Holding: The Court held that Congress’ broad prohibition on federal employees accepting compensation for speeches or articles violates the First Amendment and cannot be enforced against the lower-level Executive Branch employees before the Court.

Real World Impact:
  • Allows many lower-level federal employees to accept pay for speeches or articles.
  • Affirms injunction preventing enforcement of the ban against the certified class.
  • Pushes Congress to rewrite or narrow the honoraria restriction.
Topics: free speech, federal employees, ethics rules, honoraria ban

Summary

Background

The federal government adopted a law that prohibited nearly all federal employees from receiving any payment for an appearance, speech, or article. Two unions and several career civil servants sued. A class was certified to represent Executive Branch employees below grade GS-16 who would receive honoraria but for the law.

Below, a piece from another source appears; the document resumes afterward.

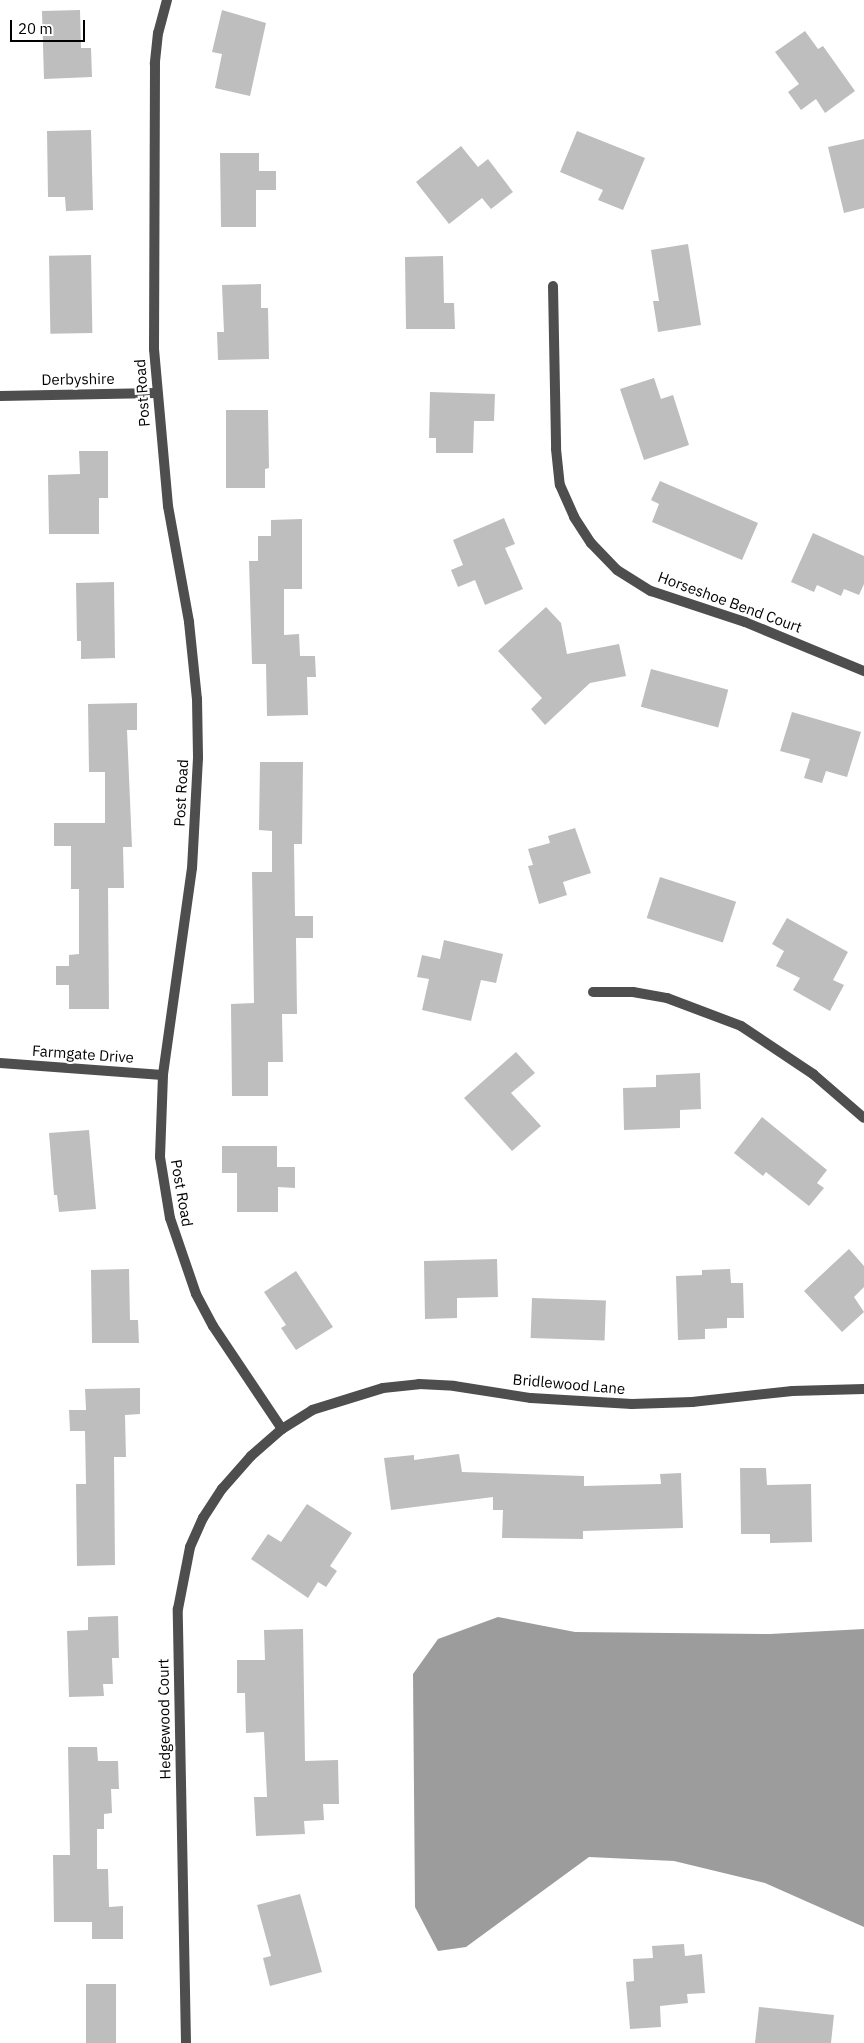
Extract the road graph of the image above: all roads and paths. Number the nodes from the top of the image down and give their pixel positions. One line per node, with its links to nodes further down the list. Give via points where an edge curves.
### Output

Lower courts enjoined enforcement as to those employees, and the Government appealed to the Supreme Court.

Reasoning

The Court asked whether the blanket ban fits the First Amendment. Applying the familiar balance used for government employees’ speech, the Court found the ban imposes a substantial burden because it removes a key financial incentive and chills off-duty expression to the public. The Government could not point to evidence of widespread corruption or appearance of impropriety among rank-and-file employees that would justify the sweeping restriction. The statute’s exceptions and the Office of Government Ethics regulations showed inconsistencies that undercut the Government’s administrative-necessity argument. The Court concluded § 501(b) violates the First Amendment and cannot be applied to the employees before the Court.

Real world impact

The ruling protects the certified class of lower-level Executive Branch employees from enforcement of the honoraria ban as applied to them and sends the issue back for further proceedings. The decision is not an absolute national repeal of the law for all federal workers; Congress may draft a narrower statute, and the Court limited relief to the parties before it.

Dissents or concurrances

Justice O’Connor agreed the ban was problematic but preferred a narrower remedy limited to pay for speech that has no connection to Government work. Chief Justice Rehnquist (joined by two Justices) dissented, arguing deference to Congress and upholding the ban as reasonable.